Jennyfer attempted to relaunch in 2023 through a court-supervised recovery plan. The effort was spearheaded by new owners—executives Yann Pasco and Jean-Charles Gaume—who acquired the company in the summer of 2024 with backing from Chinese apparel manufacturer Shanghai Pure Fashion Garments Co. Ltd. Their goal was to broaden the brand’s market and modernize its image. However, the strategy failed to stabilize the company’s finances. “The surge in costs, declining purchasing power, structural shifts in the textile market and intensifying international competition made its business model unsustainable,” Jennyfer told AFP.
The liquidation affects 999 employees. The CGT union condemned the process as “abrupt and brutal,” and criticized the lack of transparency with employee representatives regarding the legal proceedings.
In a statement to FashionNetwork.com, Jennyfer said wages would be paid via France’s AGS wage guarantee fund, though delays are expected. To minimize hardship, the company said it would advance 50% of May’s salaries to employees immediately.

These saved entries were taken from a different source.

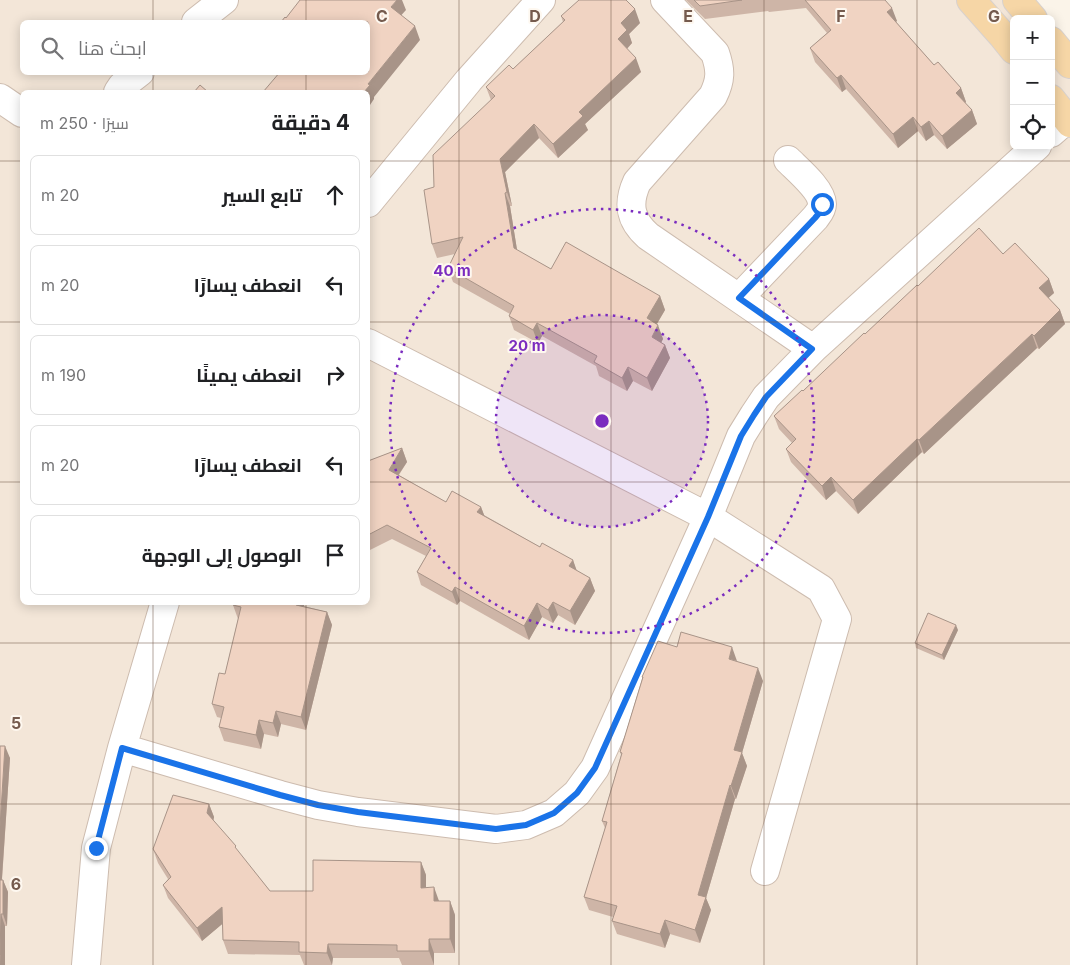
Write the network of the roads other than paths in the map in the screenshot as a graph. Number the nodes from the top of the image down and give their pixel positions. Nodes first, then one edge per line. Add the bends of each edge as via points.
1 (224, 0) edge
2 (665, 0) edge
3 (971, 0) edge
4 (1017, 0) edge
5 (530, 4) edge
6 (1030, 15) edge
7 (199, 20) edge
8 (1010, 45) edge
9 (1055, 46) edge
10 (1070, 64) edge
11 (136, 75) edge
12 (119, 90) edge
13 (0, 98) edge
14 (20, 112) edge
15 (1033, 150) edge
16 (788, 160) dead end
17 (370, 201) edge
18 (739, 298) junction
19 (370, 344) edge
20 (812, 349) junction
21 (708, 517) junction
22 (164, 605) edge
23 (122, 748) junction
24 (765, 871) dead end
25 (86, 965) edge

1 - 7 street
2 - 18 street via 715,53 720,74 712,96 637,182 631,202 632,212 648,236
3 - 8 main road
4 - 6 main road
5 - 17 street
9 - 10 main road
11 - 12 street
13 - 14 street
15 - 20 street
16 - 18 street via 821,196 820,212
18 - 20 street
19 - 21 street
20 - 21 street via 766,397 754,415 741,436
21 - 23 street via 595,768 577,793 554,813 526,825 496,829 318,805
21 - 24 street via 821,589 837,619
22 - 23 street
23 - 25 street via 96,848

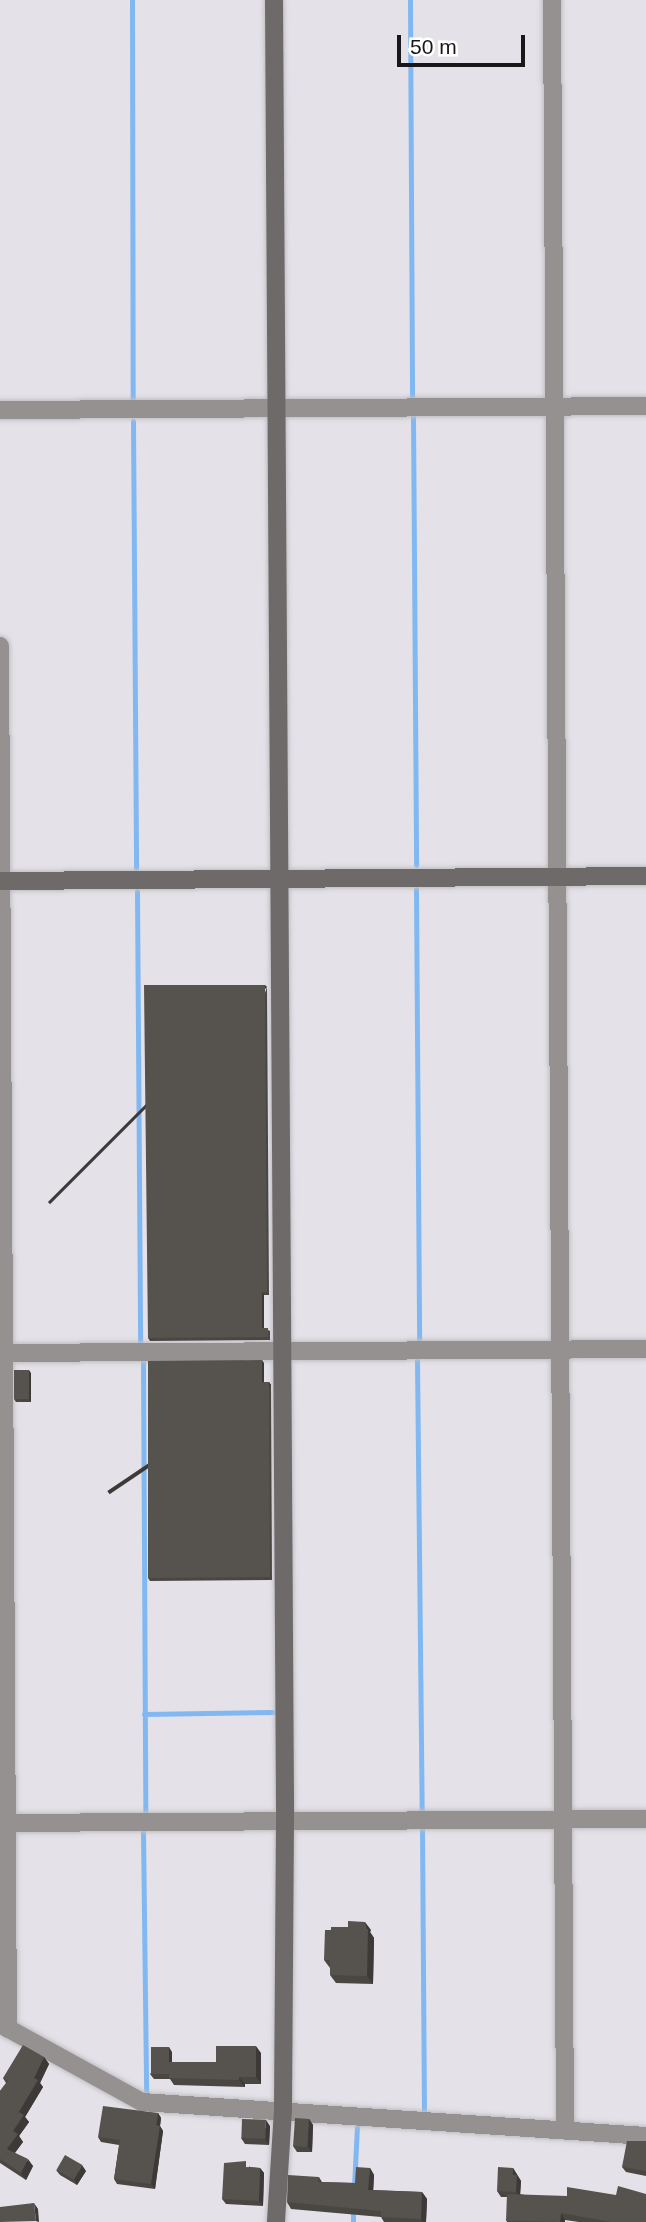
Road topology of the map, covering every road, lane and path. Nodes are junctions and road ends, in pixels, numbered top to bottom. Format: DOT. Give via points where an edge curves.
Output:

CFE-CGC union delegate Myriam Boumendjel expressed doubt over a full acquisition, saying, “At best, a few stores may be picked up by other retailers.” She called the decision “painful,” but acknowledged the loyalty of the workforce: “This was a tightly knit company with employees who believed in the mission until the very end. There was a rebranding, and costs were cut—but it wasn’t enough, especially considering how young consumers now shop on platforms like Shein.”

Jennyfer reported nearly €200 million in annual revenue in recent years but struggled with mounting losses. In 2023, it claimed to have cut its losses in half while eliminating 75 positions at its headquarters and logistics division as part of a restructuring plan.
From 2018 until June 2024, Jennyfer was owned by a consortium that included Sébastien Bismuth (president of French menswear brand Celio), co-founders Gérard Depagniat and David Tordjman, the Grosman brothers (also Celio co-founders), and the European investment arm of American brand Guess.